Cosmè Tura (ca. 1430-1495) was one of the great painters of early Renaissance Italy, and one of the most original artists from the generation of Botticelli and Leonardo da Vinci. His extraordinary works bear witness to the unique artistic culture of his native city of Ferrara, and to the cosmopolitan tastes of the ruling Este family. In many respects, his work responds to the fact that Ferrara was an artistic crossroads, drawing artists from throughout Italy, as well as from beyond the Alps. Although influenced by developments in Florence, Padua, and elsewhere, Tura conspicuously departed from these models, and transformed them into a distinctively Ferrarese pictorial language which would be expressive of a prestigious local identity. Tura's art has an intense expressive power which is specially striking to admirers of twentieth-century art. Combined with an ornamental extravagance of color, calligraphic line, and bizarre detail, it retains a remarkable capacity both to shock and to fascinate.

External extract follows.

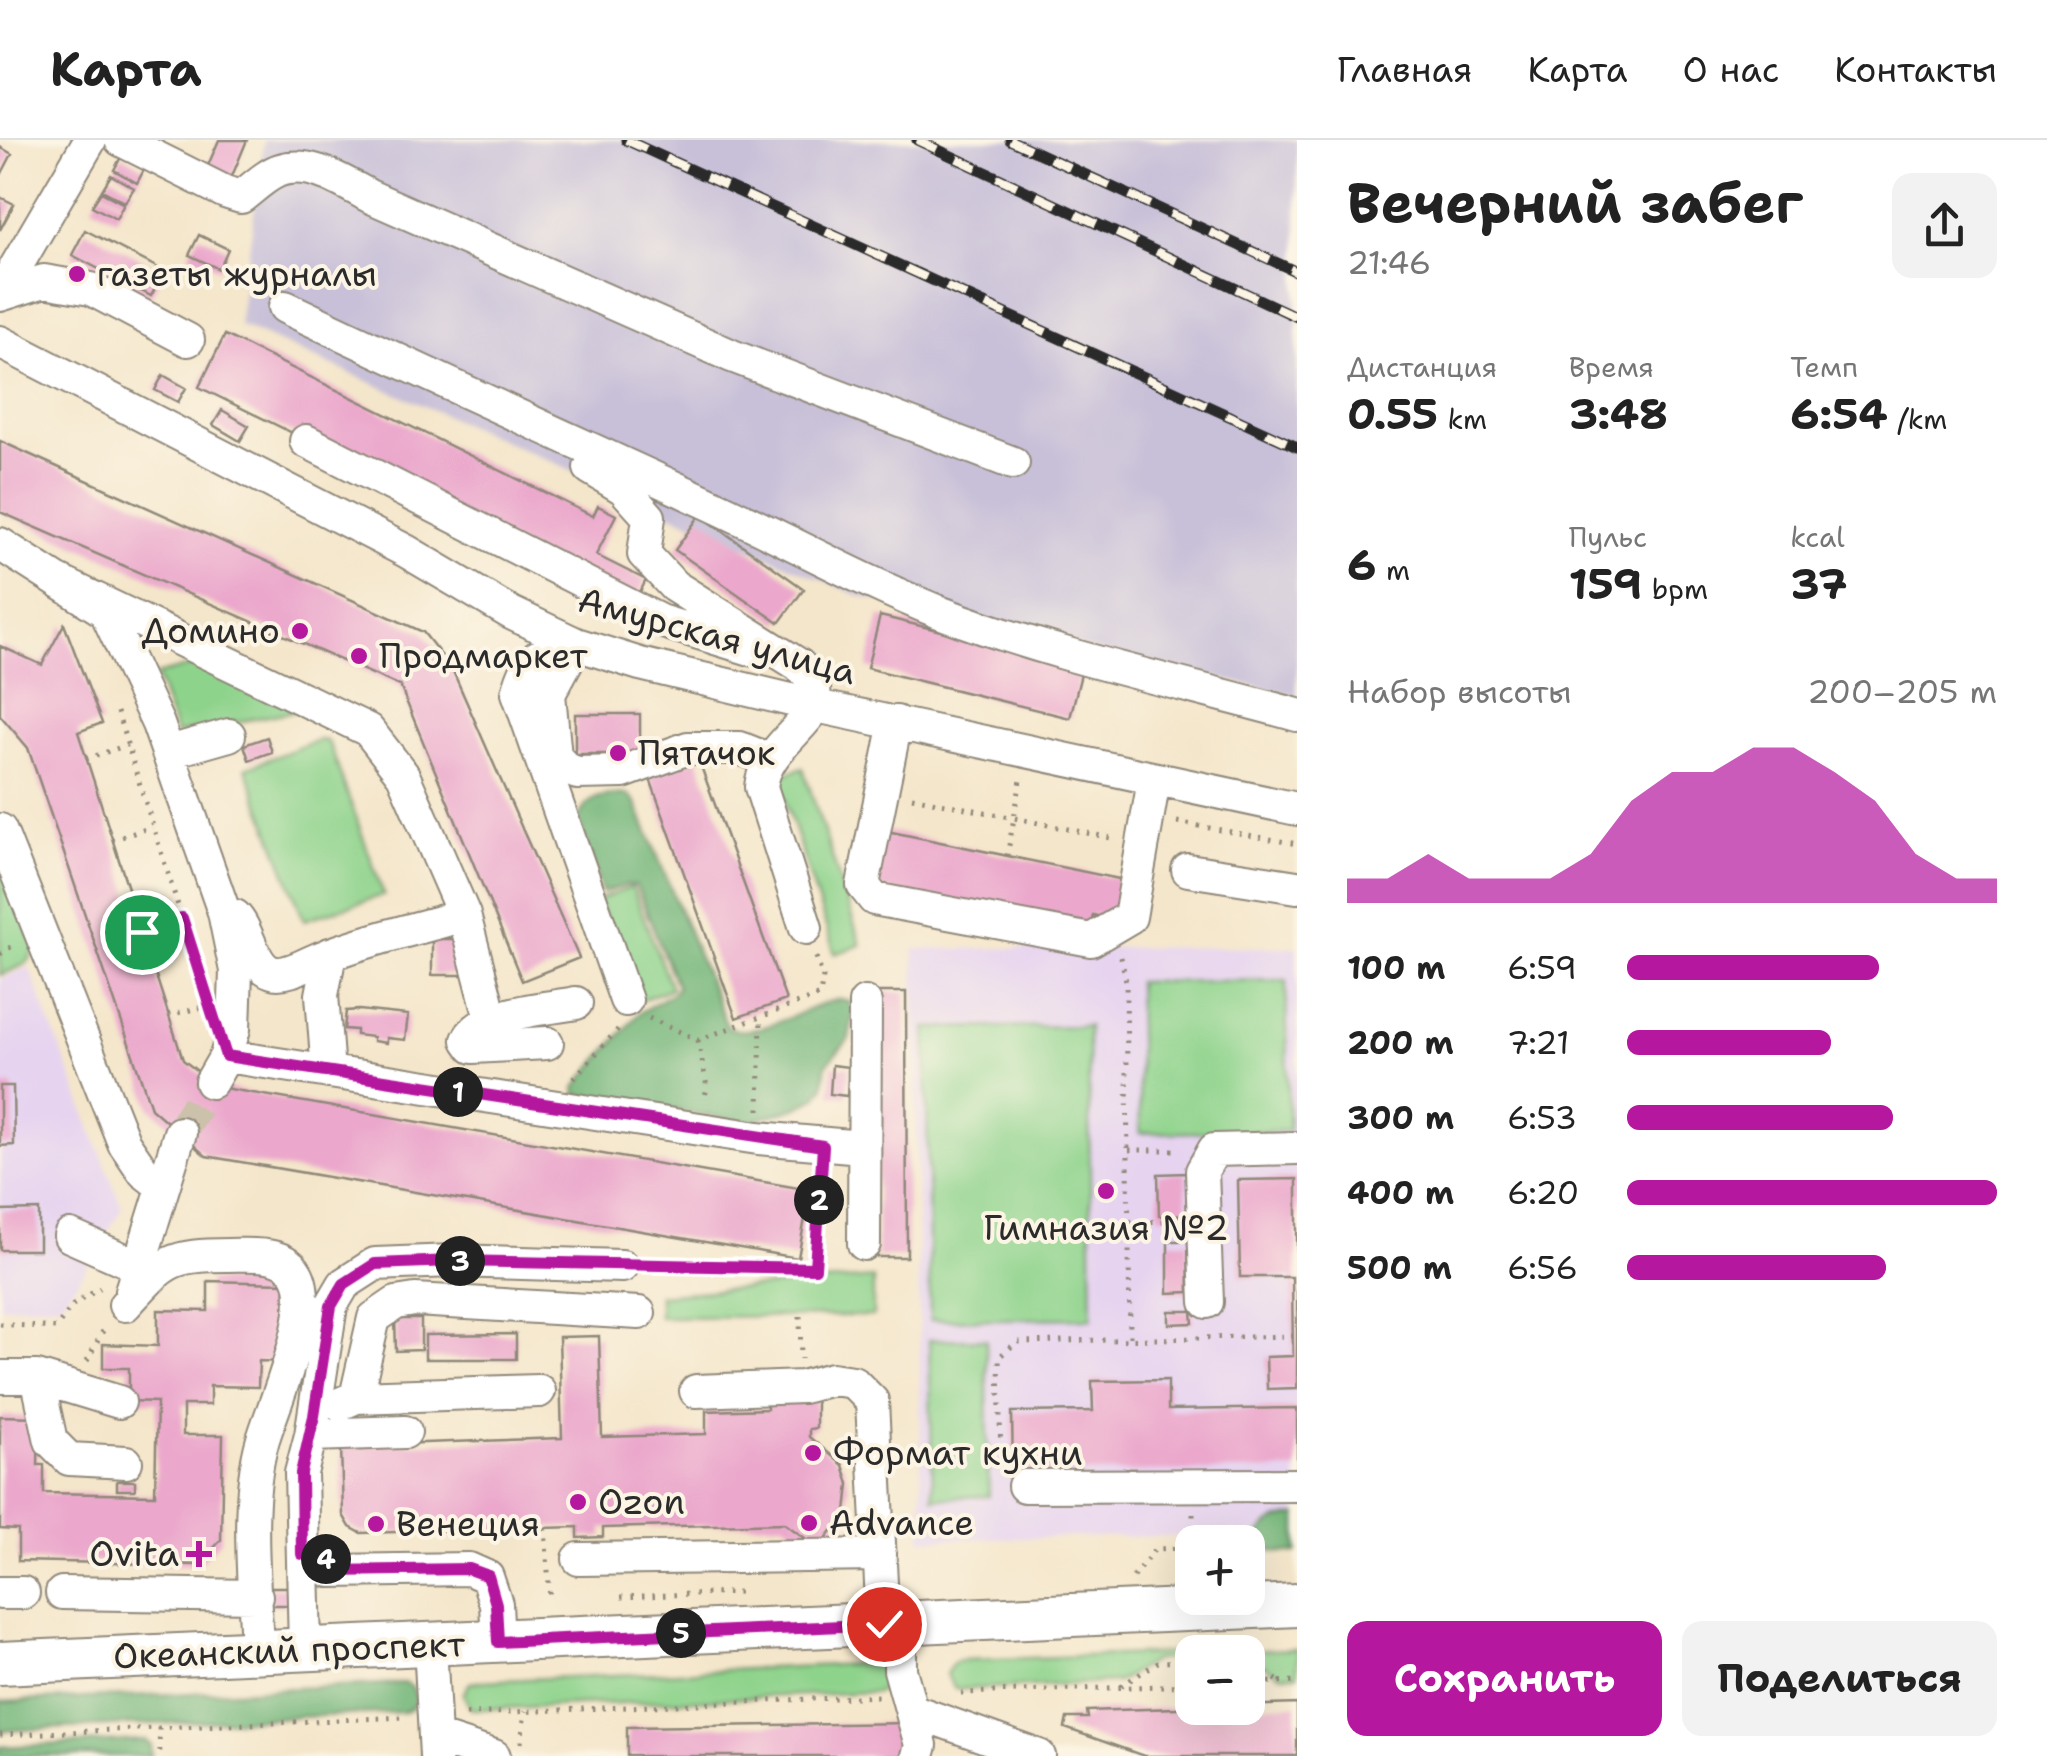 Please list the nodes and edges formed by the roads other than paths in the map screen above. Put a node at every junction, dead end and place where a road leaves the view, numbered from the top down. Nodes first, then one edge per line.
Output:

The exhibition presents the full range of Tura's output in various media: not only panel paintings and drawings loaned from several European and North American collections, but examples of tapestry, bronze medals, and manuscript illumination, all based on his designs. Indeed Tura was most often employed by the Este court as a designer of tapestries, festival decorations, and metalwork. He was also a technical innovator who carefully studied the oil painting methods of the Netherlandish artists brought to Ferrara by the court.
The fact that Tura is not today better known, and that he has largely been eclipsed by his more famous contemporaries, is the result of a number of historical misadventures. One of these is the destruction, through accident or neglect, of most of his artistic output, which can now only be studied in the form of fragments widely dispersed in museums. The Gardner Museum's exhibition is not only the first ever devoted to the artist, but reunites scattered parts of a pictorial ensemble which have not been seen together since the eighteenth century.
--Stephen Campbell
Stephen Campbell, Assistant Professor, University of Pennsylvania, is the guest curator of the exhibition and author of the catalogue.